Kakuta: He’s that policeman from the rumors.
Ryoutsu: A-ah, the chief is late. I’ve finally gotten up to wait for him and yet…s**t.
Ryoutsu: I’ll do my forecast for New Year’s Gold Cups.
(TN: The “Gold Cup” is a classification of a group of Level 1 Horse Races in Japan and certain parts of the world)
Ryoutsu: I brilliantly hit the mark in the last Nakayama Daishougai~~And seven of the special tickets are mine at HQ. As expected of Ryou-san, the Devil Gambler.
(TN: The “Nakayama Daishougai is a Grade-1 Steeplechase race held at Nakayama in late December, held since 1934)
Chief: Hm? What’s with the bandana, Ryoutsu…?
Ryoutsu: Wel…since there isn’t that much left this year, I was going to give myself my greatest yell so I can endeavor at my duty.
Chief: Right, well, well done, well done.
Chief: So what does “Prayer for Certain Victory” mean?
Ryoutsu: Well…I thought that I would take the first “Police Sergeant Promotion Exam” next year…it’s a good-luck charm……
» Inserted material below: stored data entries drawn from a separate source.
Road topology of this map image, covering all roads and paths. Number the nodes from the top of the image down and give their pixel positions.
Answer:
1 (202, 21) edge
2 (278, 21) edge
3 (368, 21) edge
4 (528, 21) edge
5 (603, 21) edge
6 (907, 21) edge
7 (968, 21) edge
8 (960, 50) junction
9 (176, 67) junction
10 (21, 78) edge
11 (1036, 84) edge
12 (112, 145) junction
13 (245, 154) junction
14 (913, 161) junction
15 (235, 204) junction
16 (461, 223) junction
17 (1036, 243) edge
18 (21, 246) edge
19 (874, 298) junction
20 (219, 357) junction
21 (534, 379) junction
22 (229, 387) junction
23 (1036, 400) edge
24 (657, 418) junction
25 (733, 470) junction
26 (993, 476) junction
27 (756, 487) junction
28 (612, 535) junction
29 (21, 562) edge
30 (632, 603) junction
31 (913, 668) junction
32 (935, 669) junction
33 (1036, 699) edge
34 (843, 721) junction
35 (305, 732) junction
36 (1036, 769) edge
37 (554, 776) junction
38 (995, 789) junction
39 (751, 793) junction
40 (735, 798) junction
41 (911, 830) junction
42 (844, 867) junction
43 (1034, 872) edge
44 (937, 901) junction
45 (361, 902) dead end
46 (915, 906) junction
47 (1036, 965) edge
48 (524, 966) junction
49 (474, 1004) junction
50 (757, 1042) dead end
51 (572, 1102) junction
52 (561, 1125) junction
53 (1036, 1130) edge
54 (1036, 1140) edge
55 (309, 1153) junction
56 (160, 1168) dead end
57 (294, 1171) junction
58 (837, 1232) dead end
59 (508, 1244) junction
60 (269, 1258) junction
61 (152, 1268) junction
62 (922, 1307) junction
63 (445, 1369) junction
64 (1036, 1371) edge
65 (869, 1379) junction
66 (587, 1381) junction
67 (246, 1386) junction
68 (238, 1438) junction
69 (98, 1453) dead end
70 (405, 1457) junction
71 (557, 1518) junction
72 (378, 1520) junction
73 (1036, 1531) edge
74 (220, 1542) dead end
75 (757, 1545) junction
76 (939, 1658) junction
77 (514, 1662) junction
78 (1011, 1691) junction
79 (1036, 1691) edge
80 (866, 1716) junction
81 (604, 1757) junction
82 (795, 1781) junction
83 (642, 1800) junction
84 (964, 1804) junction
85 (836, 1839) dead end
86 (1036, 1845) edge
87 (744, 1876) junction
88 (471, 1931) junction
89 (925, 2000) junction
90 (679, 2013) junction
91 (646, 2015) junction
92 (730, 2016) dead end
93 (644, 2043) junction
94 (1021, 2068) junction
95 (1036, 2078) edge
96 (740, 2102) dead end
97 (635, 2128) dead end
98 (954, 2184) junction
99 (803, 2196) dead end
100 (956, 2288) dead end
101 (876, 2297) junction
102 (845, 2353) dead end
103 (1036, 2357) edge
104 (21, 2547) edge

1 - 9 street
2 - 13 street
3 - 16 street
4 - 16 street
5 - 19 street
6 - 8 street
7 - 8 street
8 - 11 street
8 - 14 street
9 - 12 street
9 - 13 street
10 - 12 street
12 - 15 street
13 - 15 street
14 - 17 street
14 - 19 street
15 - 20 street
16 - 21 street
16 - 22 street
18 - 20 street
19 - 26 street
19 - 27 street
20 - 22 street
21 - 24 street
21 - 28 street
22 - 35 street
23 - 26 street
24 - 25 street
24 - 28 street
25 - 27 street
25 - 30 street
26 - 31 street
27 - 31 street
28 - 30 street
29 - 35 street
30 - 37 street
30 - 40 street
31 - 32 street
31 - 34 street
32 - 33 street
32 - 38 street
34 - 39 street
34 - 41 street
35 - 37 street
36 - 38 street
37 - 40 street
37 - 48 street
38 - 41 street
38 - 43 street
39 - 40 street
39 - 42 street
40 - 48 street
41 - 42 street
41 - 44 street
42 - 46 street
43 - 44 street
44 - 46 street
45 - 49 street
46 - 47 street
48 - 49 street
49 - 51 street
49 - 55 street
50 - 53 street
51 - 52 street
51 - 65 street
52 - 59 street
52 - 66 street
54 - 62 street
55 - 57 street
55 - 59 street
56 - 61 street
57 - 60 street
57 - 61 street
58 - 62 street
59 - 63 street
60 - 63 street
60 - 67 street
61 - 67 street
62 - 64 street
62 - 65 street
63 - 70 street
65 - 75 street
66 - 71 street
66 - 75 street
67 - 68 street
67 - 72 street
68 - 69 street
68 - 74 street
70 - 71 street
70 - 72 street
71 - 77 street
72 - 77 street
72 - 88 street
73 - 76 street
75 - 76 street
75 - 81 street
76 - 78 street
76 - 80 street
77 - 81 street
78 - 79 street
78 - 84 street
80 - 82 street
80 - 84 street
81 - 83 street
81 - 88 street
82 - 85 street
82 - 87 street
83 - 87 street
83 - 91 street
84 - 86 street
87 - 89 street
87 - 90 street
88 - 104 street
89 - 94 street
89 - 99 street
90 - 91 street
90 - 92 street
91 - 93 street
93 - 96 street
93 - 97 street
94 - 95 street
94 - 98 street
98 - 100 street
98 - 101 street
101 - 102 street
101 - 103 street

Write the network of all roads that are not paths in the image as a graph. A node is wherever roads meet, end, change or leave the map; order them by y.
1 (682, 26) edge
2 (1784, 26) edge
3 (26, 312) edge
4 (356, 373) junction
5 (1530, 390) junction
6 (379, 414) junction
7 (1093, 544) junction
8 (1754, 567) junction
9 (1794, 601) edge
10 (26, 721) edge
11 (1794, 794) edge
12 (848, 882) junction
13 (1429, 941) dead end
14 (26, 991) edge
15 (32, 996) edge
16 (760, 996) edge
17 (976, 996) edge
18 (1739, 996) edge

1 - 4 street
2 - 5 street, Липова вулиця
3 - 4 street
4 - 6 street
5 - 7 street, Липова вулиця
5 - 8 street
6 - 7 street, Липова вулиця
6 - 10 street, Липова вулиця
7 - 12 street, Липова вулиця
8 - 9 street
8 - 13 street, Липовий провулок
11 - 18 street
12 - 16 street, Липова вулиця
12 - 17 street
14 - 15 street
Chief: Well, you’re taking the promotion exam?
Ryoutsu: Well, I’m gradually am gaining the merit in name…so I’ll succeed next year.
Chief: If Ryoutsu passes and is the same grade as me, then I’ll be losing faith in HQ…
Ryoutsu: Huh!? Was that something, chief…?
Chief: N…no. Well, good luck on that, hahaha…(to himself) I think it’s useless but…
Chief: While I’m at it, was there something unusual, hmm?
Ryoutsu: No, nothing……
Ryoutsu: Ah, now to mention it…!
Ryoutsu: A weird old man was qui—etly staring into the station………I got a really bad impression from him.
Chief: What!? He was looking inside, hm—mm……
Terai: Chief! Perhaps he’s with that new violent far-left group.
Terai: Their plan is to bring peace by purposely using the elderly…
Chief: Hmm, I hadn’t thought of that…
“Monk”: Pardon for what I’m doing!
Ryoutsu: What is it, Fuutaro, are you a spy too!?
Terai: No, that’s a mendicant monk, Ryou-san!
(TN: A “mendicant monk”, also known as a “Takuhatsubou”, is a Buddhist monk (commonly in Japan) who travels and offers prayers and sutras for money and food for their survival)
“Monk”: Ah, ow ow.
Chief: What is it, old man? We don’t have food or money to give you at this station.
“Monk”: Those are strict words from you. So this person I suppose is the sergeant from your appearance.
Chief: Of course but……why?
“Monk”: I thought so. Well, thanks. Pardon my discourtesy.
Ryoutsu: What was that……?
Terai: Well, what was that, chief?
Chief: I don’t know…
Ryoutsu: So then, I’ll get food, chief.
Ryoutsu: U—m, I’ll get a large serving of curry nanban delivered……what do you want chief?
(TN: “Curry Nanban” is in reference to “Curry Nanban Udon”, an udon soup with a hot curry sauce)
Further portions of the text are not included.